→ **Information supplied**:
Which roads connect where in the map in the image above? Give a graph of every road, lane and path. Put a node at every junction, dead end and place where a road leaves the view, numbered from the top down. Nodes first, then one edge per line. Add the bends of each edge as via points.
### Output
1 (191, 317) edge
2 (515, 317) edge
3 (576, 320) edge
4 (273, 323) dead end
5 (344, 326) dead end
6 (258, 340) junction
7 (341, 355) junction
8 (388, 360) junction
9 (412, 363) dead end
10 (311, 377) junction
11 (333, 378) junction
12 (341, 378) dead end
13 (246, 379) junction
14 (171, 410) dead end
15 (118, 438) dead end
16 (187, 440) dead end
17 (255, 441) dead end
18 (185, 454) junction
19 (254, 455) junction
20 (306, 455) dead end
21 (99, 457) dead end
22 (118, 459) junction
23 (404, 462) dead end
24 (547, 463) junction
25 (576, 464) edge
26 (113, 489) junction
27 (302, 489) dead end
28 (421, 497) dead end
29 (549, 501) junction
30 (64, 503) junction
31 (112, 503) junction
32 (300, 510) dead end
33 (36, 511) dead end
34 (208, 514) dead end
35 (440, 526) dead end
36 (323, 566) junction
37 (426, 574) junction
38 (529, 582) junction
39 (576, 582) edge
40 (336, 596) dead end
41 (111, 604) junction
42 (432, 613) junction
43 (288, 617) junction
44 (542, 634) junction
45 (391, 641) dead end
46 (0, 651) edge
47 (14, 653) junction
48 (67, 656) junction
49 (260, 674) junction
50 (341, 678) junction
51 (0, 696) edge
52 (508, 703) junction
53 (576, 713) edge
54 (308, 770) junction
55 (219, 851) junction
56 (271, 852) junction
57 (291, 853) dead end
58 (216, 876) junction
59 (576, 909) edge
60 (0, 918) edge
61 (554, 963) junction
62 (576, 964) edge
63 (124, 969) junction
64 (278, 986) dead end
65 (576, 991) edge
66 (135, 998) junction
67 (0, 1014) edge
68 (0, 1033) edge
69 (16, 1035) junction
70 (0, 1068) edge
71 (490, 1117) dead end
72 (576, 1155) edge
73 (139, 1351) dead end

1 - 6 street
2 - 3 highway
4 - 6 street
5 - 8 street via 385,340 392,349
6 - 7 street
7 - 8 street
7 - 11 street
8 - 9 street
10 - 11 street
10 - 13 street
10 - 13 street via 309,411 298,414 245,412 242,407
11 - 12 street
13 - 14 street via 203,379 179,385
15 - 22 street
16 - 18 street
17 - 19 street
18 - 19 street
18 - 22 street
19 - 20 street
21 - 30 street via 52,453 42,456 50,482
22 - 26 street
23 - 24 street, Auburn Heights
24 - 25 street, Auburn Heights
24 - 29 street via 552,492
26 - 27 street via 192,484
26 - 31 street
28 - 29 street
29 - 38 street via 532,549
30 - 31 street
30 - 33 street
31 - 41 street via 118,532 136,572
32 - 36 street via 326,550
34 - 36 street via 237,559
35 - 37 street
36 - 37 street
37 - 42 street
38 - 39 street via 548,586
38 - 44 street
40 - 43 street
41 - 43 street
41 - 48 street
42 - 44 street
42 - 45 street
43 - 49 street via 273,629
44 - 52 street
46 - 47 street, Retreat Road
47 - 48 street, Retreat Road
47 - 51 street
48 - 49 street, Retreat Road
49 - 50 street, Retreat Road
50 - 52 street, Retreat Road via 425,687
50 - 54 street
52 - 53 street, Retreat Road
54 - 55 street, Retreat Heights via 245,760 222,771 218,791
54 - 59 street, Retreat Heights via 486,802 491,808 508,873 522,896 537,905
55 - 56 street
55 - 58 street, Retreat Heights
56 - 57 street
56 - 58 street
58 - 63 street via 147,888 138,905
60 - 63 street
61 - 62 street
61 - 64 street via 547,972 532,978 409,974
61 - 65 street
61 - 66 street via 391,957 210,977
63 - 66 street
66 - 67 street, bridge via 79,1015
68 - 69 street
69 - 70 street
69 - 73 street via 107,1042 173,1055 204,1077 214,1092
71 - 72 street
--
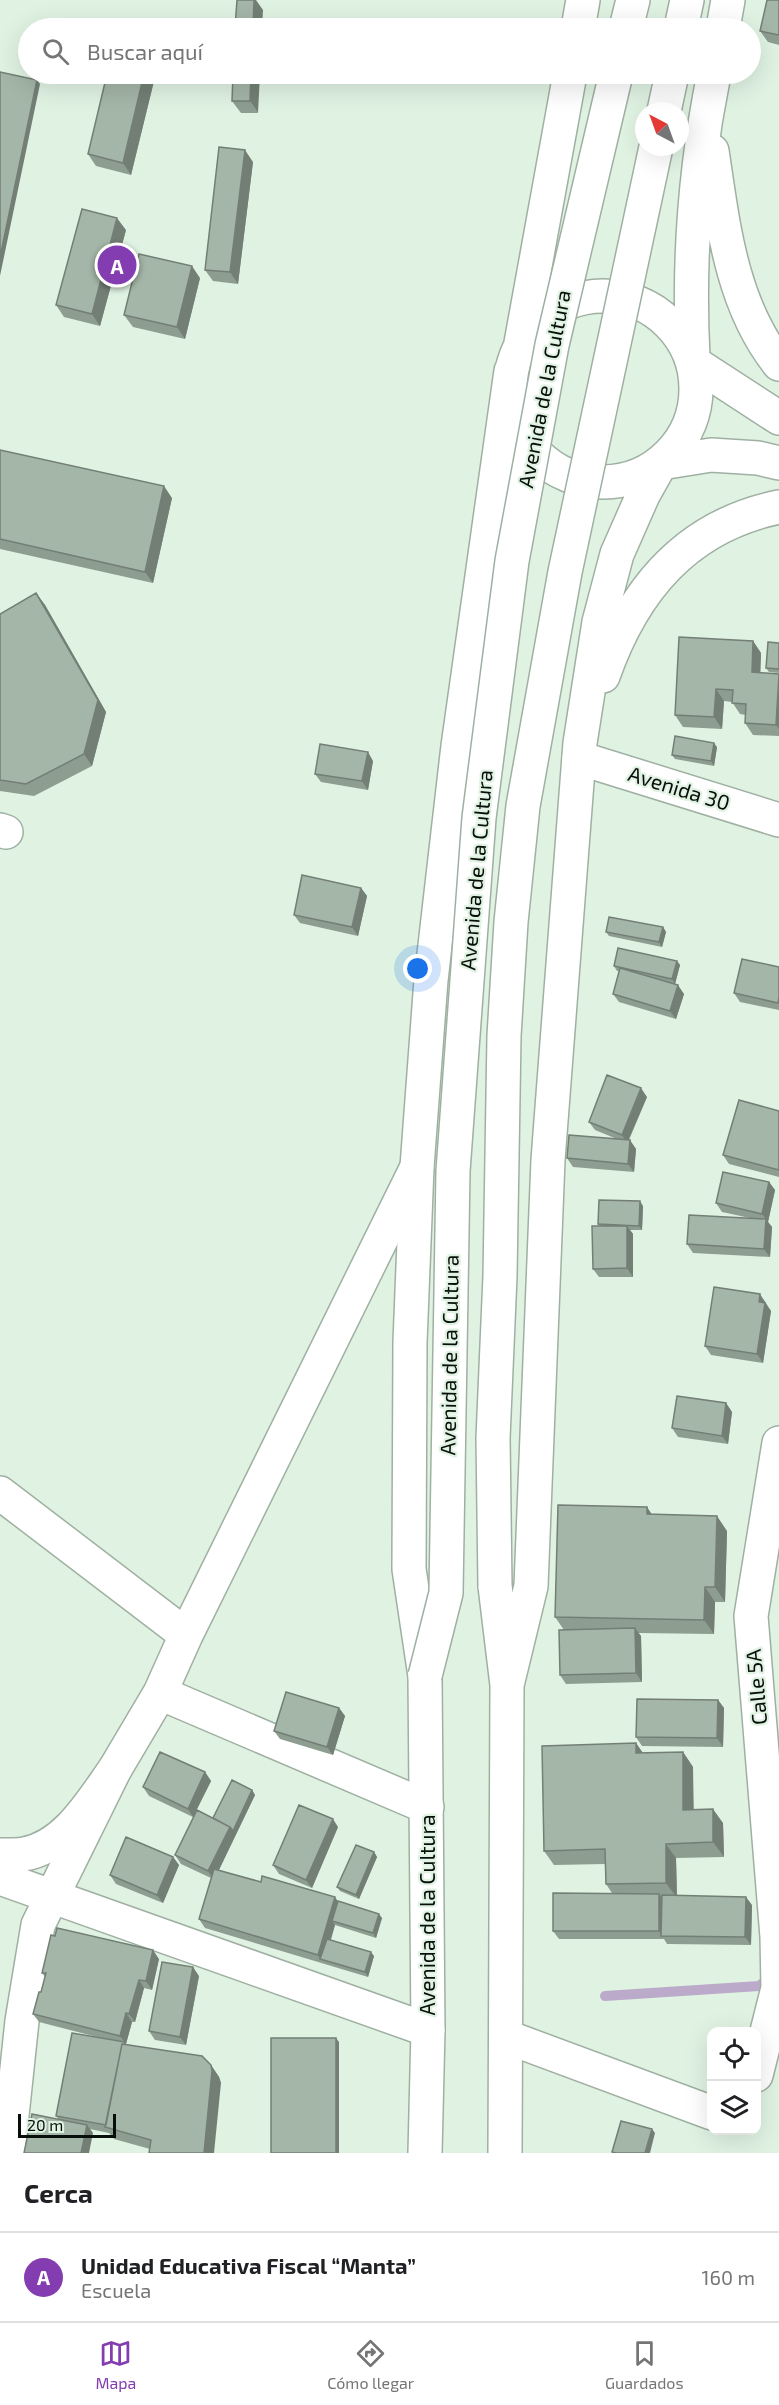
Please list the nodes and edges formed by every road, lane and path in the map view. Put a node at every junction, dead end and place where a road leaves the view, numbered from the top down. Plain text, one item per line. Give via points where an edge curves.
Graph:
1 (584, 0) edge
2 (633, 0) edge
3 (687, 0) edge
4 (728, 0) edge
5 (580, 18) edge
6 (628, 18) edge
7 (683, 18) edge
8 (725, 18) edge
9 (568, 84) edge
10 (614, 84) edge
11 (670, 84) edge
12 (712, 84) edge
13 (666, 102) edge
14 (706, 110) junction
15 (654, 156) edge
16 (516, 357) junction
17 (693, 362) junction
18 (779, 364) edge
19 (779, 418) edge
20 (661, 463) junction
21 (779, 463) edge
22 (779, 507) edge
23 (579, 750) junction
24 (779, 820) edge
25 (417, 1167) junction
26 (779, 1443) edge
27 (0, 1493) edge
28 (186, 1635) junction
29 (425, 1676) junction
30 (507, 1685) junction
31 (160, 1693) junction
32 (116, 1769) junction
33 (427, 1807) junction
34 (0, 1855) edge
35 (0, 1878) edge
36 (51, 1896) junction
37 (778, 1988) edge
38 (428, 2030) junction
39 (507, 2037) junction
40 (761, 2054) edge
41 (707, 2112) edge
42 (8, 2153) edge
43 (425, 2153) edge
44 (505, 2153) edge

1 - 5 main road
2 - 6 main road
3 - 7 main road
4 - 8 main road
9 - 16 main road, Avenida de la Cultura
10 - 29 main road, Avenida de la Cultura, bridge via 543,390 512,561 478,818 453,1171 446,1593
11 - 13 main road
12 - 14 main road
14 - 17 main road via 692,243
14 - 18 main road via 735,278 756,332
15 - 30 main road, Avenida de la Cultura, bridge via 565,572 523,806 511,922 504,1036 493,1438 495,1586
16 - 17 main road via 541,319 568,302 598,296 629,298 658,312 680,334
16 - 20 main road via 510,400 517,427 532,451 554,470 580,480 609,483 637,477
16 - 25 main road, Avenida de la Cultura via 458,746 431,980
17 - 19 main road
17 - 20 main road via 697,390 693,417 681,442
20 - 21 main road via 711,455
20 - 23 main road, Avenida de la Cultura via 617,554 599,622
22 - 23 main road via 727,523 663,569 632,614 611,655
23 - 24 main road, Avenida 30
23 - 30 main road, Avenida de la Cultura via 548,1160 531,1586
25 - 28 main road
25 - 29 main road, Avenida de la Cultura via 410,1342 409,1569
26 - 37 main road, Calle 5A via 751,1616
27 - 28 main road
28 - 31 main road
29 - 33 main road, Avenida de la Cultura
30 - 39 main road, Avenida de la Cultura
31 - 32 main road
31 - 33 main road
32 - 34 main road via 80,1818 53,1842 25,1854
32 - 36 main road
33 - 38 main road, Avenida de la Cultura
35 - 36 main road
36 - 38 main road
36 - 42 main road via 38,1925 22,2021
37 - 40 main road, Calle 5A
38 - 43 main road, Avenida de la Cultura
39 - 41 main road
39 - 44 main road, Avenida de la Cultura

→ **Exercise description**:
Please report all lines in the entries where "bridge" appears.

→ **Answer box**:
66 - 67 street, bridge via 79,1015
10 - 29 main road, Avenida de la Cultura, bridge via 543,390 512,561 478,818 453,1171 446,1593
15 - 30 main road, Avenida de la Cultura, bridge via 565,572 523,806 511,922 504,1036 493,1438 495,1586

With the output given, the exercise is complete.